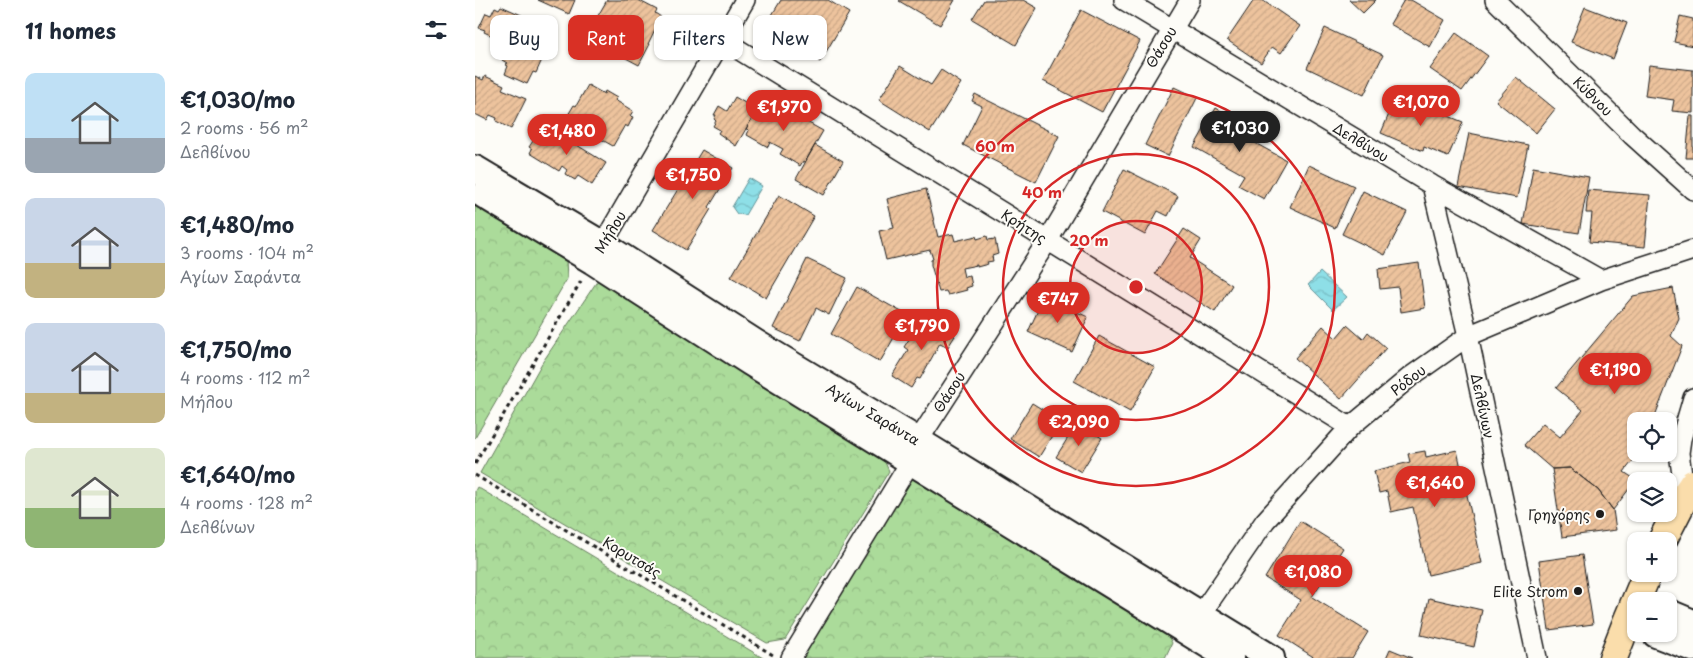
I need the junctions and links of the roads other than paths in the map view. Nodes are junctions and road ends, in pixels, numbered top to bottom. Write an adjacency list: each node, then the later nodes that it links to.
1 (745, 0): 5 (street, Μήλου)
2 (1124, 0): 6 (street, Δελβίνου)
3 (1190, 0): 6 (street, Θάσου)
4 (1495, 0): 12 (street, Κύθνου)
5 (737, 15)
6 (1171, 30): 10 (street, Δελβίνου); 13 (street, Θάσου)
7 (743, 52): 13 (street, Κρήτης)
8 (711, 60): 15 (street, Μήλου)
9 (475, 169): 15 (main road, Αγίων Σαράντα)
10 (1432, 185): 16 (street, Δελβίνου); 17 (street, Δελβίνων)
11 (475, 189): 15 (main road, Αγίων Σαράντα)
12 (1693, 190)
13 (1048, 240): 19 (street, Κρήτης); 20 (street, Θάσου)
14 (1693, 250): 16 (street, Ρόδου)
15 (598, 253): 20 (main road, Αγίων Σαράντα)
16 (1601, 280): 17 (street, Ρόδου)
17 (1467, 336): 19 (street, Ρόδου); 32 (street, Δελβίνων)
18 (1693, 398): 21 (street)
19 (1350, 427): 23 (street, Ρόδου)
20 (915, 451): 23 (main road, Αγίων Σαράντα); 29 (street, Θάσου); 30 (main road, Αγίων Σαράντα)
21 (1689, 490): 22 (main road)
22 (1667, 532)
23 (1201, 614): 31 (main road, Αγίων Σαράντα)
24 (1677, 616): 25 (main road)
25 (1693, 623)
26 (1627, 627): 33 (main road)
27 (1677, 642): 28 (main road)
28 (1693, 648)
29 (791, 658)
30 (1230, 658)
31 (1271, 658)
32 (1537, 658)
33 (1613, 658)

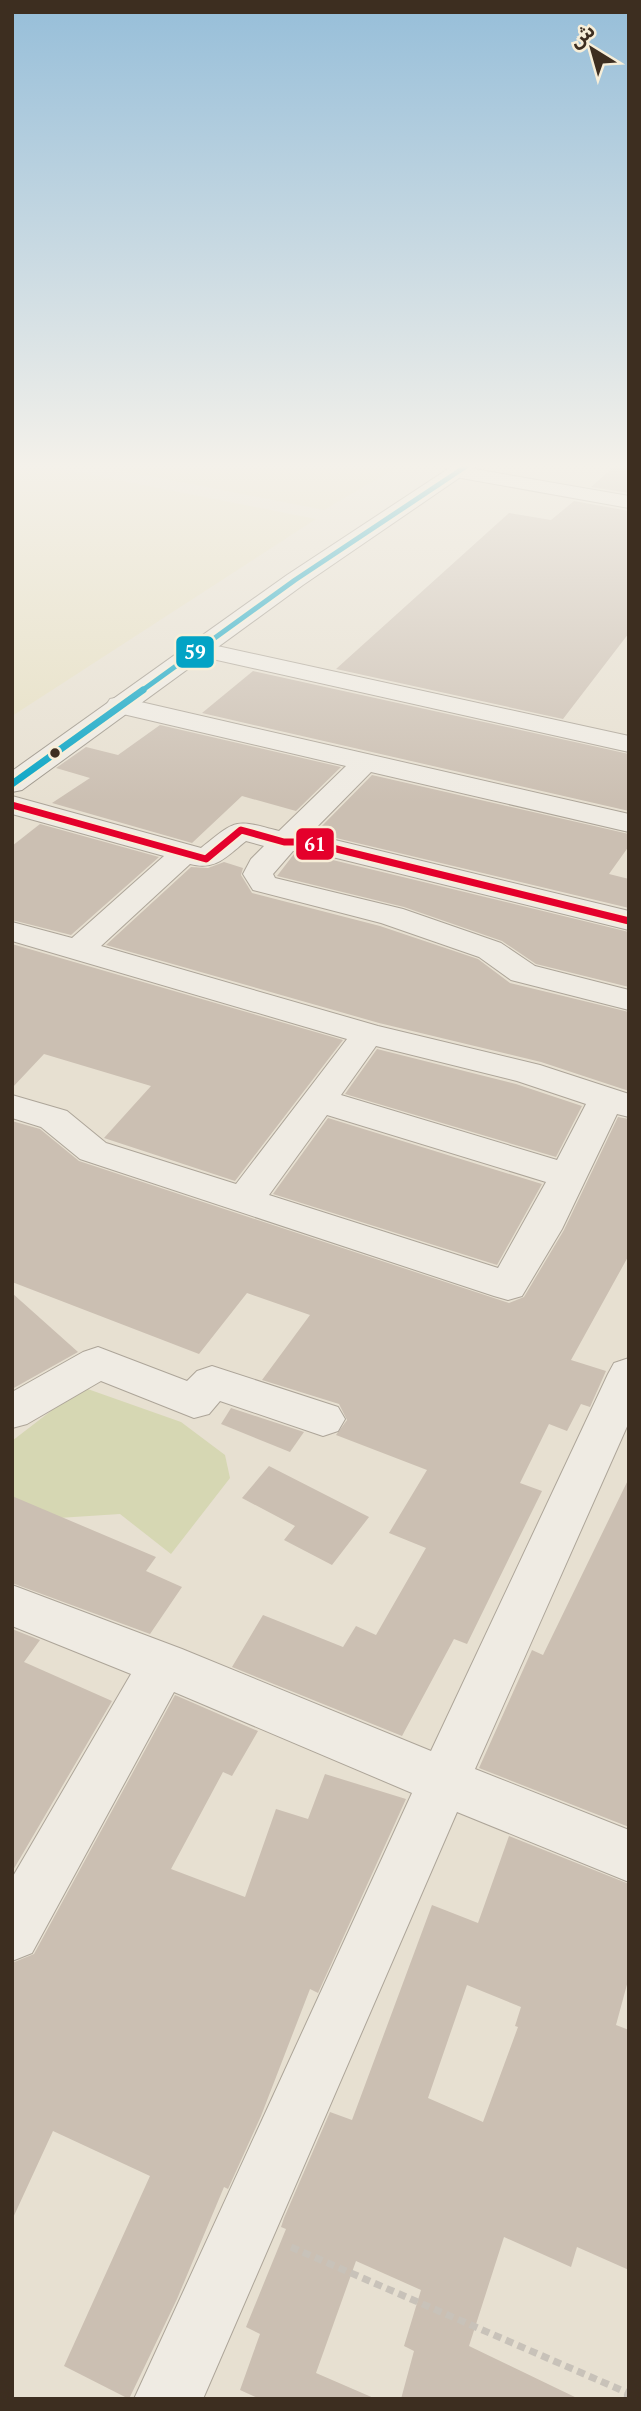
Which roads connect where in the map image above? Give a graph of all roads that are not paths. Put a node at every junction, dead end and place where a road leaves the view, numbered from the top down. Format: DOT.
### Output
graph roads {
  1 [pos="299,578"];
  2 [pos="199,649"];
  3 [pos="119,705"];
  4 [pos="629,744"];
  5 [pos="364,763"];
  6 [pos="12,783"];
  7 [pos="12,805"];
  8 [pos="629,823"];
  9 [pos="284,842"];
  10 [pos="185,853"];
  11 [pos="629,921"];
  12 [pos="12,931"];
  13 [pos="78,950"];
  14 [pos="629,1000"];
  15 [pos="368,1034"];
  16 [pos="320,1101"];
  17 [pos="617,1103"];
  18 [pos="12,1106"];
  19 [pos="568,1176"];
  20 [pos="244,1201"];
  21 [pos="629,1374"];
  22 [pos="12,1412"];
  23 [pos="323,1419"];
  24 [pos="12,1605"];
  25 [pos="164,1664"];
  26 [pos="441,1783"];
  27 [pos="629,1856"];
  28 [pos="12,1933"];
  29 [pos="167,2399"];
  1 -- 2 [label="street"];
  2 -- 3 [label="street"];
  2 -- 4 [label="street"];
  3 -- 5 [label="street"];
  3 -- 6 [label="street"];
  5 -- 8 [label="street"];
  5 -- 9 [label="street"];
  7 -- 10 [label="street"];
  9 -- 10 [label="street"];
  9 -- 11 [label="street"];
  9 -- 14 [label="street"];
  10 -- 13 [label="street"];
  12 -- 13 [label="street"];
  13 -- 15 [label="street"];
  15 -- 16 [label="street"];
  15 -- 17 [label="street"];
  16 -- 19 [label="street"];
  16 -- 20 [label="street"];
  17 -- 19 [label="street"];
  18 -- 20 [label="street"];
  19 -- 20 [label="street"];
  21 -- 26 [label="street"];
  22 -- 23 [label="street"];
  24 -- 25 [label="street"];
  25 -- 26 [label="street"];
  25 -- 28 [label="street"];
  26 -- 27 [label="street"];
  26 -- 29 [label="street"];
}
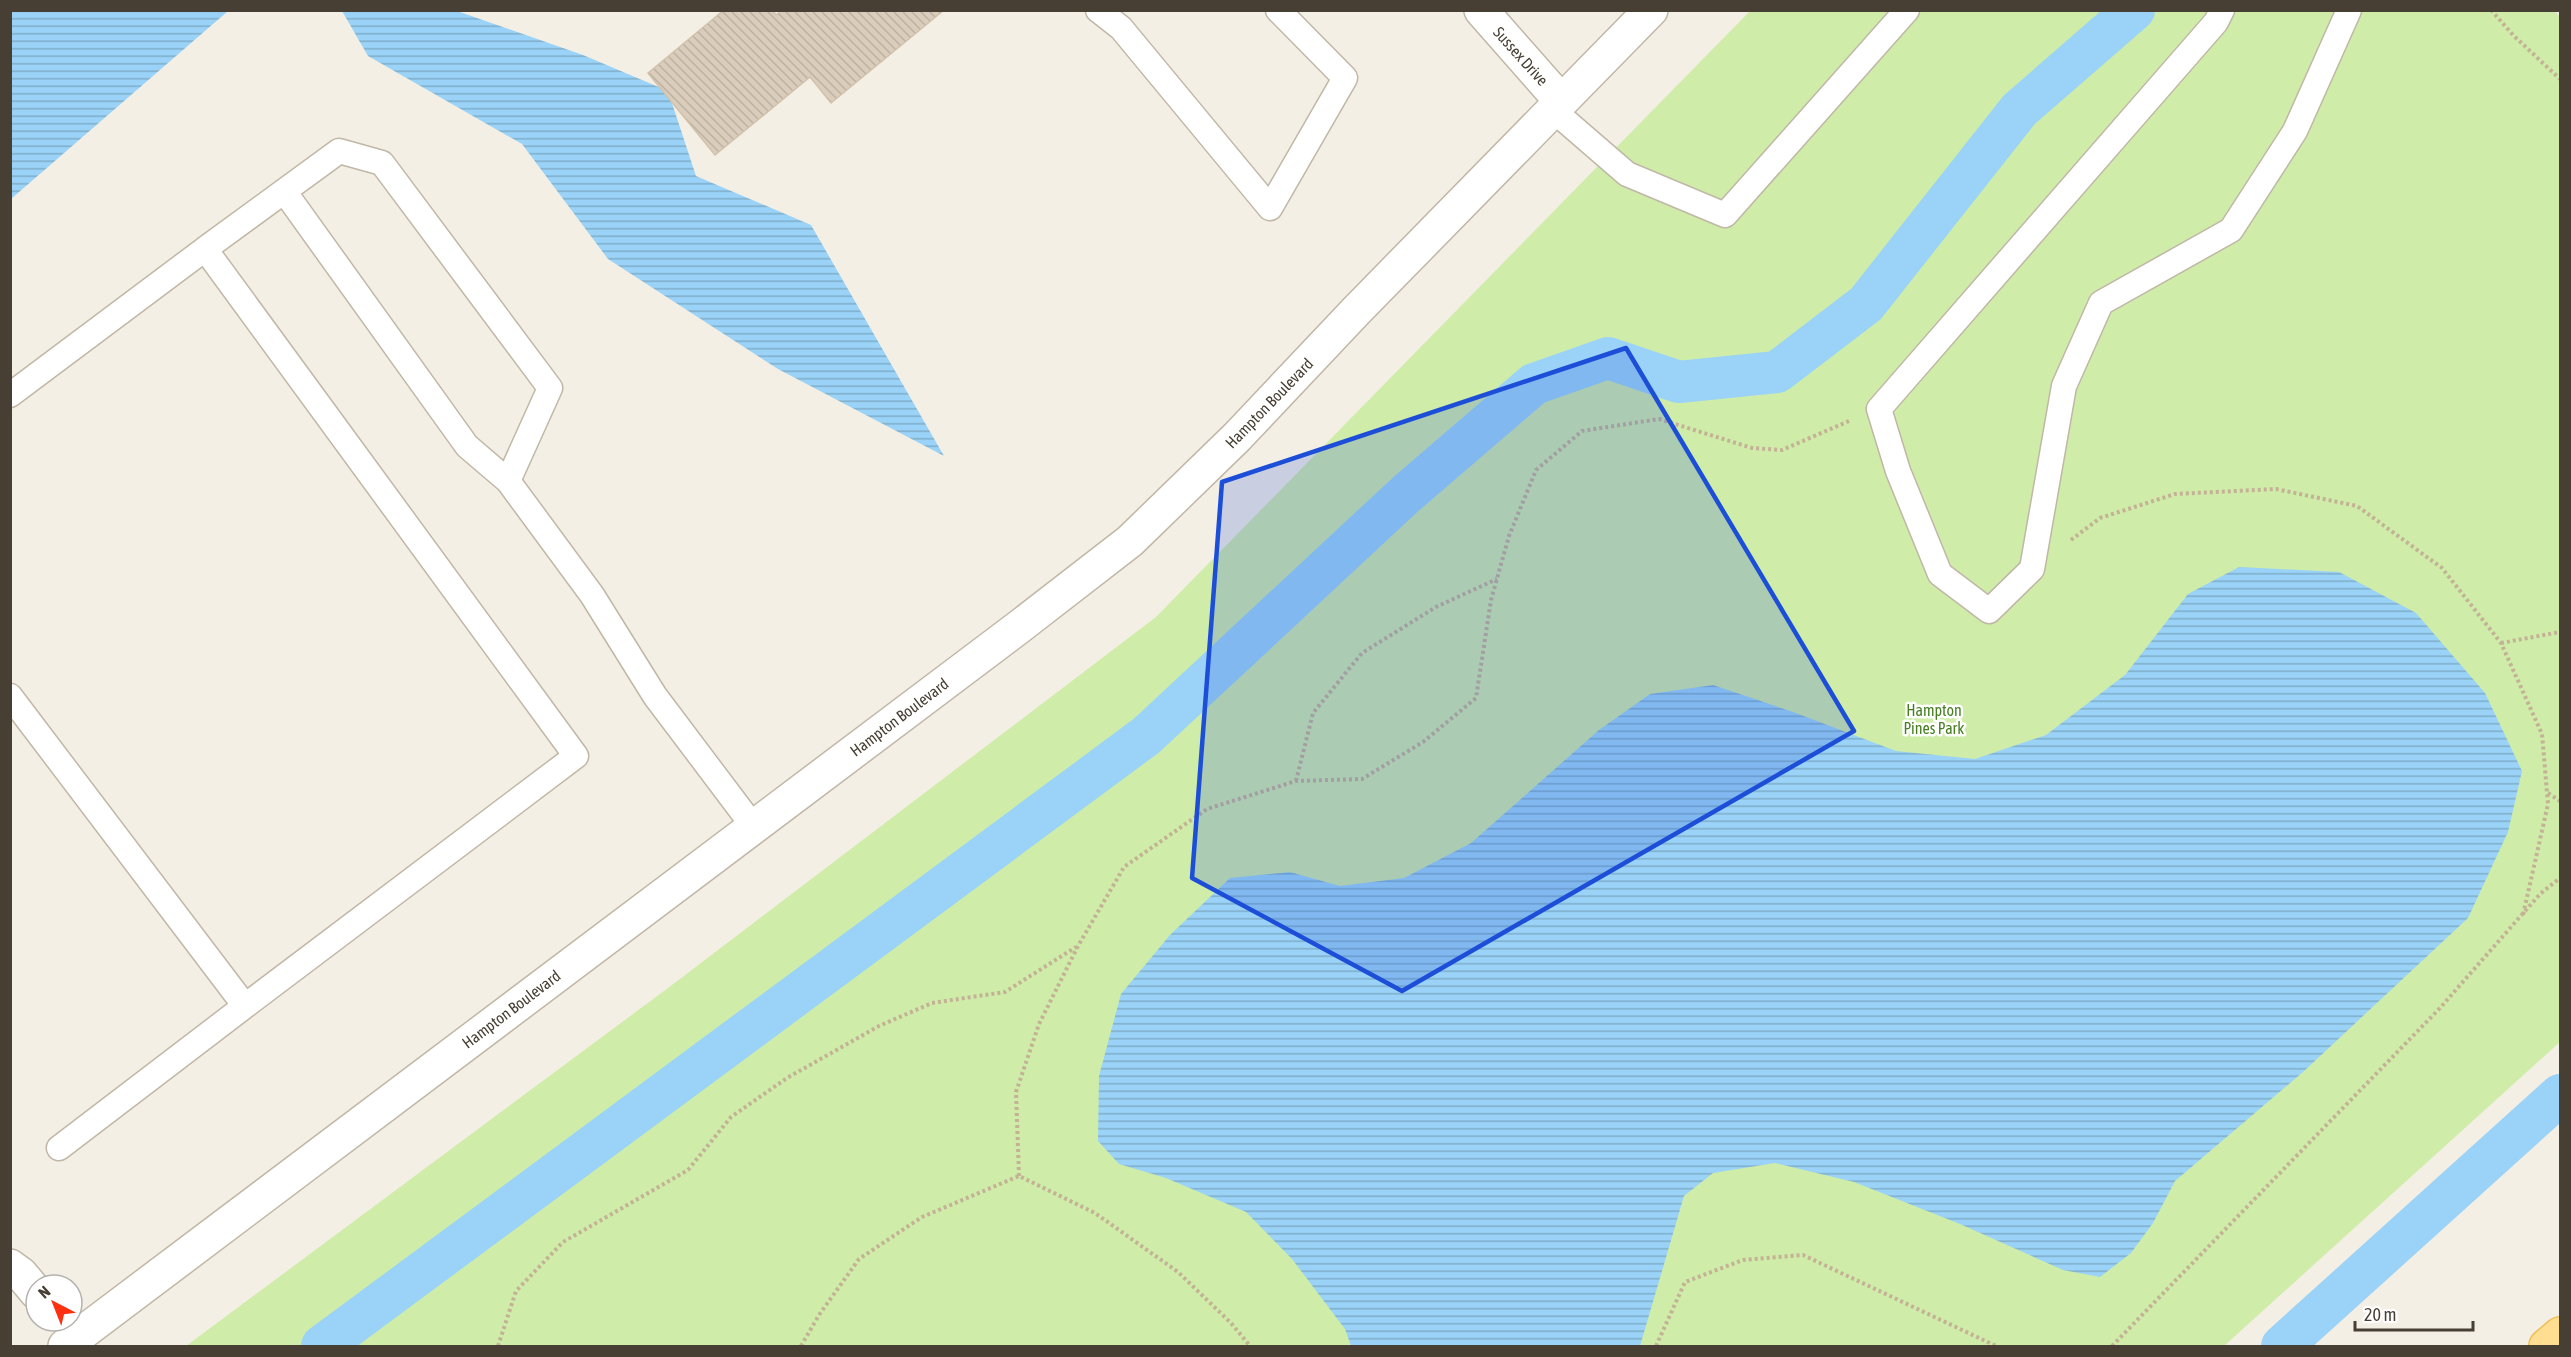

▸ **Exercise objective**
Reproduce each line of the records in which "Ρόδου" appears.

▸ **Exercise result**
14 (1693, 250): 16 (street, Ρόδου)
16 (1601, 280): 17 (street, Ρόδου)
17 (1467, 336): 19 (street, Ρόδου); 32 (street, Δελβίνων)
19 (1350, 427): 23 (street, Ρόδου)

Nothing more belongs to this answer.